Von Seiten der kirchlichen Würdenträger gab es über diese "Rettungsaktion" Bedenken. "Sie fragten sich, ob man das verantworten könne."
Nach und nach beteiligten sich Verantwortliche aus allen neun Bundesländer am Wiederaufbau des Doms. Bereits 1952 , also nur sieben Jahre nach Kriegsende, waren Langhaus und Chor wieder errichtet. Als die Pummerin in der "Pfarrkirche der Österreicher"– wie Gruber scherzhaft meint – läutete, war das ein historischer Moment.
... die Kirche Saint Denis bei Paris in Frankreich als Gründungsbau der Gotik gilt? In dem 1140 unter Abt Suger begonnenen Umgangschor wurden die ersten spitzbogigen Kreuzrippengewölbe ausgeführt. In Österreich baute man damals noch romanische Kirchen, wie etwa die Ruprechtskirche in Wien, in deren engen Mauern sich die Menschen geschützt und geborgen fühlten.
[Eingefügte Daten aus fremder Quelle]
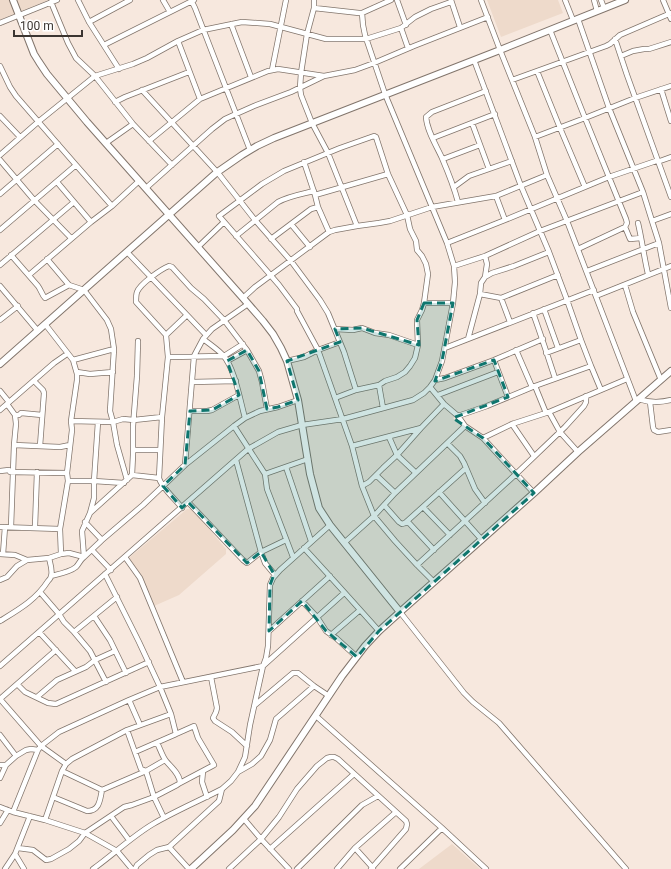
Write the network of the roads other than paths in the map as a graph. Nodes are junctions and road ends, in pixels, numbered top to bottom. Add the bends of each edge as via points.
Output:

... das Wort Kathedrale aus dem Lateinischen kommt? Eine Kirche darf sich nur dann so nennen, wenn sie ein Bischofssitz ist. Im Scheitel der Kirche, steht die Kathedra – der Lehrstuhl des Bischofs. Da die Gotteshäuser in Wiener Neustadt oder Maria Saal in Kärnten keinem residierenden Bischof mehr zugeordnet werden, sind sie heute keine Kathedralen mehr.
... was der Unterschied zwischen Kathedrale, Dom und Münster ist? Im deutschsprachigen Raum werden oft alle drei Begriffe als Synonym gebraucht. Ein Münster war ursprünglich eine Kirche, die zu einem Kloster (lat. monasterium) gehört hat.
... was eine Basilika ist? Ursprünglich war das die Bezeichnung für päpstliche Kirchen in Rom. Wobei Rom weit gefasst ist: Auch S. Francesco in Assisi gehört dazu. Später entstand der Begriff der Basilica minor als Ehrentitel, mit dem bestimmte Privilegien verbunden waren. Die Dominikanerkirche in Wien oder die Stiftskirche Mondsee sind solche Basiliken.
... woher das Wort Kapelle stammt? Es geht zurück auf den Heiligen Martin, genauer auf seinen Kapuzenmantel (lat. capella). Die Kirche, in der seine Reliquie aufbewahrt wurde, wurde Kapelle genant, der dortige Priester Kaplan. Der Unterschied zu Kirchen ist, dass dort z.B. nicht das „Allerheiligste“ aufbewahrt wird.